» The input
::::

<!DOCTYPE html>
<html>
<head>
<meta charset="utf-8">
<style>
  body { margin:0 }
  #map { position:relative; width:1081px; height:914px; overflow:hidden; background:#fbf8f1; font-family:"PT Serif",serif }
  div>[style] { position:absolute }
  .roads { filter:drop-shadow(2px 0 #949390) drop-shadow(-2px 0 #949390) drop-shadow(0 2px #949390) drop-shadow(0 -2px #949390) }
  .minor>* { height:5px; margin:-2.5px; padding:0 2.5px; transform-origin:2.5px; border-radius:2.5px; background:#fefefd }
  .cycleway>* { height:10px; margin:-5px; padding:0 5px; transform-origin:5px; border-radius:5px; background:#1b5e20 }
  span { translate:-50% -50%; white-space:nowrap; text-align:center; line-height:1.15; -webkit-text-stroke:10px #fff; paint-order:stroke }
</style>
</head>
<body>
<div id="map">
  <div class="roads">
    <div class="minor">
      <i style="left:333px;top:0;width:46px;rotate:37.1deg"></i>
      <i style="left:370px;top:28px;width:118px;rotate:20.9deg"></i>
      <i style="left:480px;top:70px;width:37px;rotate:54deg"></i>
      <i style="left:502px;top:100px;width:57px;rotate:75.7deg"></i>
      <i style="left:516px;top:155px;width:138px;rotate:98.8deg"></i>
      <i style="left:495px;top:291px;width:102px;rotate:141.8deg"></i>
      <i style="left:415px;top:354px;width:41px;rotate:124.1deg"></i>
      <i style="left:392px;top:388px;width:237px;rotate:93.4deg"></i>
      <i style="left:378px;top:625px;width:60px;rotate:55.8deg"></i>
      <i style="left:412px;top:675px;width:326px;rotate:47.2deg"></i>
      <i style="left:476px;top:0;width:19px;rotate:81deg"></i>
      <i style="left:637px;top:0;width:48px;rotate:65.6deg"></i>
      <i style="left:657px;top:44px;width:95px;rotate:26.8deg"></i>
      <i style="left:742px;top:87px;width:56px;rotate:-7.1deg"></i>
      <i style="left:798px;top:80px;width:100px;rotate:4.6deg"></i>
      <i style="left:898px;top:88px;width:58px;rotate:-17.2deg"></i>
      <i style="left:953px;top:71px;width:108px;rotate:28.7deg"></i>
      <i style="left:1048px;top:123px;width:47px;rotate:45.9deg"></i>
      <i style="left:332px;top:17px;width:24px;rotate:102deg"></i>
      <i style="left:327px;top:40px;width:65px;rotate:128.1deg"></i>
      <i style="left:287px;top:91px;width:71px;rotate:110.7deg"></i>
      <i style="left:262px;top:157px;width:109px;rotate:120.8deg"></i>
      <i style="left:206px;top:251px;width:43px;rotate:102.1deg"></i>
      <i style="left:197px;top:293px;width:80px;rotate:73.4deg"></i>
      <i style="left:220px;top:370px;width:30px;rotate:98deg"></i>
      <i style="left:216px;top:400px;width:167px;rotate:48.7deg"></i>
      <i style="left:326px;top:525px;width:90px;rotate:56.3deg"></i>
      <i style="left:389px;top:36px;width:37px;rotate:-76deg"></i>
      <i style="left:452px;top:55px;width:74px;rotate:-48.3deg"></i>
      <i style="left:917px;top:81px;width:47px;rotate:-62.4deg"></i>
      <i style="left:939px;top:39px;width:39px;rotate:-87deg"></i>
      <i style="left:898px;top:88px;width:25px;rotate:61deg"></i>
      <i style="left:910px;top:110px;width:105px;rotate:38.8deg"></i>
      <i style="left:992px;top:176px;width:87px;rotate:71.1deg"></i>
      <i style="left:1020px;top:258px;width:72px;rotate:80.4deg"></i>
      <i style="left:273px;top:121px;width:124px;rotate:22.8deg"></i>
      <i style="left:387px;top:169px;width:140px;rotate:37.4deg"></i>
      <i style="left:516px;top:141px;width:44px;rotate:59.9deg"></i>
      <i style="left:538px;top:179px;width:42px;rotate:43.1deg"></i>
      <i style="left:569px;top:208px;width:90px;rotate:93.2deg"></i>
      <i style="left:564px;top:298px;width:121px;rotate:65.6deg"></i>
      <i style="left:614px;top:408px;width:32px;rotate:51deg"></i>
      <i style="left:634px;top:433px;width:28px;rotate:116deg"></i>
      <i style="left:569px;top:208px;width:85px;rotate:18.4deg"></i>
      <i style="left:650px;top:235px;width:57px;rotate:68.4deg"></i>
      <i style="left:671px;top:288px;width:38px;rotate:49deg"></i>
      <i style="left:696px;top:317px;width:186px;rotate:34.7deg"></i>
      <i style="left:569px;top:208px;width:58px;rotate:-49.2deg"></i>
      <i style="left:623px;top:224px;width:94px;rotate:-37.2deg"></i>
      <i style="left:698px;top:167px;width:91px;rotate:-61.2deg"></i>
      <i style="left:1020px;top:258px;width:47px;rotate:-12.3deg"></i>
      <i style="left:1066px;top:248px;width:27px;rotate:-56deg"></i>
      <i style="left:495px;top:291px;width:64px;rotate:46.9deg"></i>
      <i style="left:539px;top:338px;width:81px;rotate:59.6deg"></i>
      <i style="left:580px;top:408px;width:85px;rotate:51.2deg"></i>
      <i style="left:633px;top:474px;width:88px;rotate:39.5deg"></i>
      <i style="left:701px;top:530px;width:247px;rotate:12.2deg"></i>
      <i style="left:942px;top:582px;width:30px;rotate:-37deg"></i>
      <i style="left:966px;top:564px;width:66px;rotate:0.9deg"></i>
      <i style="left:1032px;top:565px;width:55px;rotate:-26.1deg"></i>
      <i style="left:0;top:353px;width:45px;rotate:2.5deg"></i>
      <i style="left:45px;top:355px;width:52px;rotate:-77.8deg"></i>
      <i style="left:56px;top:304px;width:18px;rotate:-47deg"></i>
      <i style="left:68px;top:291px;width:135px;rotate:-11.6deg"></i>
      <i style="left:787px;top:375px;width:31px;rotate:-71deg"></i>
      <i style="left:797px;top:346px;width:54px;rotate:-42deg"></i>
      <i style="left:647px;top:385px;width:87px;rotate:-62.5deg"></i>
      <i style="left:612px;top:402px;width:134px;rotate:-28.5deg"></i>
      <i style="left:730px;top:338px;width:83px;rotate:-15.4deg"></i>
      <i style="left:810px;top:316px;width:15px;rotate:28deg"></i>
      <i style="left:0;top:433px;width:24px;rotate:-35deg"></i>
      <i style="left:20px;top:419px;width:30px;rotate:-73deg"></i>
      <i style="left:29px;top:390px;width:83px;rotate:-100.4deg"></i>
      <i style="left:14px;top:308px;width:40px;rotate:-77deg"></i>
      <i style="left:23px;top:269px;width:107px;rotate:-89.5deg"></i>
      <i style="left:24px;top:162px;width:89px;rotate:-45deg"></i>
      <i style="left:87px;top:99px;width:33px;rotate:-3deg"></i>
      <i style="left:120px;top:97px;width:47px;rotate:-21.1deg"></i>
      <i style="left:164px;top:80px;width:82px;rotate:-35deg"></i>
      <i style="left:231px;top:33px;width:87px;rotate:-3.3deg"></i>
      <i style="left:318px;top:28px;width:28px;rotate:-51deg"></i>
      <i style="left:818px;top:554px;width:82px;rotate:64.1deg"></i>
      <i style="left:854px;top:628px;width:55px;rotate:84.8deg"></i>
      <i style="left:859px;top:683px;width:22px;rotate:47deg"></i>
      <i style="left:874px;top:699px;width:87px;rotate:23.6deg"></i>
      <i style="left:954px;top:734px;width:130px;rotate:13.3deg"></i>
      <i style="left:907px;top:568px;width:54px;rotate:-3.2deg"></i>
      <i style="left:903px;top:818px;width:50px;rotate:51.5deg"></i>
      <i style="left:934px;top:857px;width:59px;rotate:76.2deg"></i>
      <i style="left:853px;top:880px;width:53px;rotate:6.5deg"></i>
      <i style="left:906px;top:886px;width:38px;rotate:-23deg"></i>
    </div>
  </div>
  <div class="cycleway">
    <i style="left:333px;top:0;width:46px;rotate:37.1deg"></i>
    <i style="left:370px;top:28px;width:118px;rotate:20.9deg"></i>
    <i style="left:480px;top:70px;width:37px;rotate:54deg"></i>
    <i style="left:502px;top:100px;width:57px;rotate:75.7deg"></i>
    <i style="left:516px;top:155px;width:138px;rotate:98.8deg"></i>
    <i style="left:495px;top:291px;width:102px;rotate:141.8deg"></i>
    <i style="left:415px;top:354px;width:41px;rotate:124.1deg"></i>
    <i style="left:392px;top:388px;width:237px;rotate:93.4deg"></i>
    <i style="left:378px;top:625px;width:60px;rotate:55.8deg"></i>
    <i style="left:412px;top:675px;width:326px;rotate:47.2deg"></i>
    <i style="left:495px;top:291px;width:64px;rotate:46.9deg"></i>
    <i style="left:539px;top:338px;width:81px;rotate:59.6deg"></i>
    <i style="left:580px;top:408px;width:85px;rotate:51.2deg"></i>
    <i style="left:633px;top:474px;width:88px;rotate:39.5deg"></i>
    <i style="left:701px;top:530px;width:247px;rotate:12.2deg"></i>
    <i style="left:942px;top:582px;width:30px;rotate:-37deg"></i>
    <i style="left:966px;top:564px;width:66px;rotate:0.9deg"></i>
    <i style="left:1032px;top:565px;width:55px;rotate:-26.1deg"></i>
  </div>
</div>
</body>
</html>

::::

» The problem
Take the lines from the start of the records through the line holding "position:relative; width:1081px; height:914px;", both included, and please print them exactly, with nothing else.

» Expected answer
<!DOCTYPE html>
<html>
<head>
<meta charset="utf-8">
<style>
  body { margin:0 }
  #map { position:relative; width:1081px; height:914px; overflow:hidden; background:#fbf8f1; font-family:"PT Serif",serif }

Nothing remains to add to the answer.